戸田氏が修行を始めたのは18歳。小学6年生の頃、間近で見た大工の仕事に憧れ、中学を出て職業訓練校の木工科に入った。
「卒業する頃、先生から江戸指物師の親方の元に連れて行かれまして。親方にはすでに弟子が数人いましたが、もう一人欲しかったそうで、指物も何も知らないまま住み込みの内弟子になりました」
その親方が名匠とうたわれた島﨑國治氏だ。仕事ぶりを見て技を盗めという悠長さはなく、常に隣に座らされ徹底的に体に叩き込まれた。恐ろしいと思うほど厳しかったが、些細なことでも質問すれば教えてくれた。
「20歳になった時、親方から仕事を覚えたいか金を稼ぎたいかどっちだと聞かれ、私は仕事を覚えたいと答えた。他の兄弟子たちは皆お金だったそうです。そこで人生が決まり、新たに毎日が真剣勝負の気を抜けない修行が続きました」
カンヌで世界のセレブが驚嘆
親方の死去を契機に独立して以来、戸田氏が最も大切にし、江戸指物の基本だと考えているのは、木の性質を見極めることだ。
「もちろん技巧やデザインのセンスも重要。でも見た目のデザインに走っちゃうと必ずしっぺ返しを食らう。大事なのは、木には一本一本違う性質があることを知り、見抜くこと。切り出した板は粘りや艶、光沢がそれぞれ違いますからね。なおかつ、板材になってからも木は呼吸している。だから伸縮したり反ったり歪んだりするし、その程度も板材によって違う。それぞれに気難しい個性があるのです」
江戸指物では昔から、合板などを使わない一本物の無垢材、なかでも最も硬いクワ科の落葉樹である桑が使われてきた。
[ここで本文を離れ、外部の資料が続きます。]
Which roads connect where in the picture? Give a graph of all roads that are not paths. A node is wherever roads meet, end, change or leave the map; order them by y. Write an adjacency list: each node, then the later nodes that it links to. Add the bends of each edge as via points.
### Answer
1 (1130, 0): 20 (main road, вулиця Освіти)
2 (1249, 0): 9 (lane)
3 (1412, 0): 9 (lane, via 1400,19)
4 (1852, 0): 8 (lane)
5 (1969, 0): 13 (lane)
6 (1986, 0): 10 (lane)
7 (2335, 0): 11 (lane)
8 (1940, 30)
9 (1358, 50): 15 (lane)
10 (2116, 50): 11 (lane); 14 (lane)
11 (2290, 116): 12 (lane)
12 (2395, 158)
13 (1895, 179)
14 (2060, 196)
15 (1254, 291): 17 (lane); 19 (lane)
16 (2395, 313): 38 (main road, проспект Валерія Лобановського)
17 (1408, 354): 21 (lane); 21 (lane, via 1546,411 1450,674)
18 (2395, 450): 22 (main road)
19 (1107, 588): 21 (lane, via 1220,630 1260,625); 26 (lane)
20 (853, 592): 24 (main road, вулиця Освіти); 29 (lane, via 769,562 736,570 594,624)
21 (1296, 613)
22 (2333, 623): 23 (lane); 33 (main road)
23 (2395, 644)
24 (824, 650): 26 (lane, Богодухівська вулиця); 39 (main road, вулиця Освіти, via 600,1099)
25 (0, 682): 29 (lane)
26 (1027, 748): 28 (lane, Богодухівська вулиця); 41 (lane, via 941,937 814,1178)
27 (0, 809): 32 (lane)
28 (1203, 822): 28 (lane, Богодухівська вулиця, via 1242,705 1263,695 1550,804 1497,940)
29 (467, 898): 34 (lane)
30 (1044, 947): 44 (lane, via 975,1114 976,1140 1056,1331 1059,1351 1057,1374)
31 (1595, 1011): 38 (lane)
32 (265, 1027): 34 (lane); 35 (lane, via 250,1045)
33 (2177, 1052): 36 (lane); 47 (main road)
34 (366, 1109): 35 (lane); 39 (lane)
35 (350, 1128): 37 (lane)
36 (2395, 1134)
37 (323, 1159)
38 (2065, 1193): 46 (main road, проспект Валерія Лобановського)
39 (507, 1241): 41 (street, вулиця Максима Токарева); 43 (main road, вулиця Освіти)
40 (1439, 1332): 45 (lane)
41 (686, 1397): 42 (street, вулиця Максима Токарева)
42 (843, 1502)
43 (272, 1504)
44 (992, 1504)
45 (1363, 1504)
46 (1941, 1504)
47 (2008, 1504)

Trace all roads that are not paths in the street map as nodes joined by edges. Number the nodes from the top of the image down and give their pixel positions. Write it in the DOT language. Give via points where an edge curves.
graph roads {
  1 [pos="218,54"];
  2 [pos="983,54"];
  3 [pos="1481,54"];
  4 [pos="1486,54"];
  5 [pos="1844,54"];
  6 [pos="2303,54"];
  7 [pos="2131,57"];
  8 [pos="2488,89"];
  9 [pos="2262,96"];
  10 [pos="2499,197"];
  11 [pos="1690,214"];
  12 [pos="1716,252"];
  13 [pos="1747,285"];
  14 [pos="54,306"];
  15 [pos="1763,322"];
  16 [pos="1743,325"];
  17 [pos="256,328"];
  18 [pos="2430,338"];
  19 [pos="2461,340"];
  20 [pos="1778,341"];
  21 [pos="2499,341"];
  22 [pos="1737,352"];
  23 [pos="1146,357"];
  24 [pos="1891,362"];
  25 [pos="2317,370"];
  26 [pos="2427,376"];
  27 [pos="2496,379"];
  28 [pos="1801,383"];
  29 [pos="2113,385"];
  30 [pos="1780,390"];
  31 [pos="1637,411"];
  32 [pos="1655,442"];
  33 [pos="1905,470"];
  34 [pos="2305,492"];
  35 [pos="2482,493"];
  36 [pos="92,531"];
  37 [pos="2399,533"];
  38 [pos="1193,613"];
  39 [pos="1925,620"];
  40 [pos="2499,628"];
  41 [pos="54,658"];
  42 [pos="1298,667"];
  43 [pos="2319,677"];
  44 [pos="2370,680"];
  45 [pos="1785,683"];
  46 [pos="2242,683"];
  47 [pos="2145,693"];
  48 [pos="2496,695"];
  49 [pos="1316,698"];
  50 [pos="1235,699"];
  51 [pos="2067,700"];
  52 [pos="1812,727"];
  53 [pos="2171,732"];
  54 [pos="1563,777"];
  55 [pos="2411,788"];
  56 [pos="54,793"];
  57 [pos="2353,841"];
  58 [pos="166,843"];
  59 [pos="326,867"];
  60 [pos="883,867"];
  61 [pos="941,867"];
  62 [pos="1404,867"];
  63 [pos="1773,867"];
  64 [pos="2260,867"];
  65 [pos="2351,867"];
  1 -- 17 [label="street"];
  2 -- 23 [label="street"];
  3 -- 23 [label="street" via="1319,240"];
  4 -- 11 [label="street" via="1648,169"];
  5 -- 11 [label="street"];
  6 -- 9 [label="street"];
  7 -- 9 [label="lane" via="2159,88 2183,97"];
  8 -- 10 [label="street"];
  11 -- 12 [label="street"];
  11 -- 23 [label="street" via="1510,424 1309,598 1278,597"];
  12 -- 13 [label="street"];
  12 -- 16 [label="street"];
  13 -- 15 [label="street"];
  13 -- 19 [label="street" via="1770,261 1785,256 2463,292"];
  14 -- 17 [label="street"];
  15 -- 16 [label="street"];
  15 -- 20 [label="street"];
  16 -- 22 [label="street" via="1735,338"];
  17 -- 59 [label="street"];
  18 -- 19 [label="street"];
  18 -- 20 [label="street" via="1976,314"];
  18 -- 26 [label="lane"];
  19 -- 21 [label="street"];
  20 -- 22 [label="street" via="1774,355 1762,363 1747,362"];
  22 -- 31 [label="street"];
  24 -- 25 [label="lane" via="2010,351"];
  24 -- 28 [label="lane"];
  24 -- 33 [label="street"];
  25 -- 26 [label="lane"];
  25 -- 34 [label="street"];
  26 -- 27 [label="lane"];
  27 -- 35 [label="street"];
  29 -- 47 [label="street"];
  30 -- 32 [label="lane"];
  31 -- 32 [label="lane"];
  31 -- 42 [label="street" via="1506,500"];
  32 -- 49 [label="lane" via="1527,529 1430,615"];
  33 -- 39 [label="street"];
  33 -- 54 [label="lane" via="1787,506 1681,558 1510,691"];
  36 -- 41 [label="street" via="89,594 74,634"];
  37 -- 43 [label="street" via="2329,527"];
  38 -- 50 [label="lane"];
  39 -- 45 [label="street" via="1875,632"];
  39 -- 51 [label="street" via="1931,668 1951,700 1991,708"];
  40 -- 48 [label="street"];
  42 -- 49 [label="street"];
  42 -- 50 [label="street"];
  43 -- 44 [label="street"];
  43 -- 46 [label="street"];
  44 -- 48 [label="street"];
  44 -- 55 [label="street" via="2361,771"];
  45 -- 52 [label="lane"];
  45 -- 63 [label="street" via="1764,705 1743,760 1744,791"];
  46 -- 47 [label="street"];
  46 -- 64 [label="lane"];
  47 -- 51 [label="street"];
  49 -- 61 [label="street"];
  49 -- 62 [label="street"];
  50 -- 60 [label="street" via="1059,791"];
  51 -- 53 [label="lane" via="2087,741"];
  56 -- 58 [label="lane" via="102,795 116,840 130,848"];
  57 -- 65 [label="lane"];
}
その最高峰だと戸田氏が考えているのが、伊豆諸島の三宅島や御蔵島などに自生する島桑だという。
「同じ桑の木材でも経年劣化で色が黒く変わってしまいますが、それが島桑だと、いくら年月を経ても一番いい色具合であるべっ甲色で劣化が止まる。まさに銘木といわれるゆえんです。そういう木の性質を自分の目で見極められないと指物師としては通用しません」
2025年5月、第78回カンヌ国際映画祭で行われた国際社交セレモニー「CANNES GALA 2025」会場で、日本の伝統工芸の代表格として戸田氏作の江戸指物が紹介され、世界のセレブがその精巧さと美しさに驚嘆した。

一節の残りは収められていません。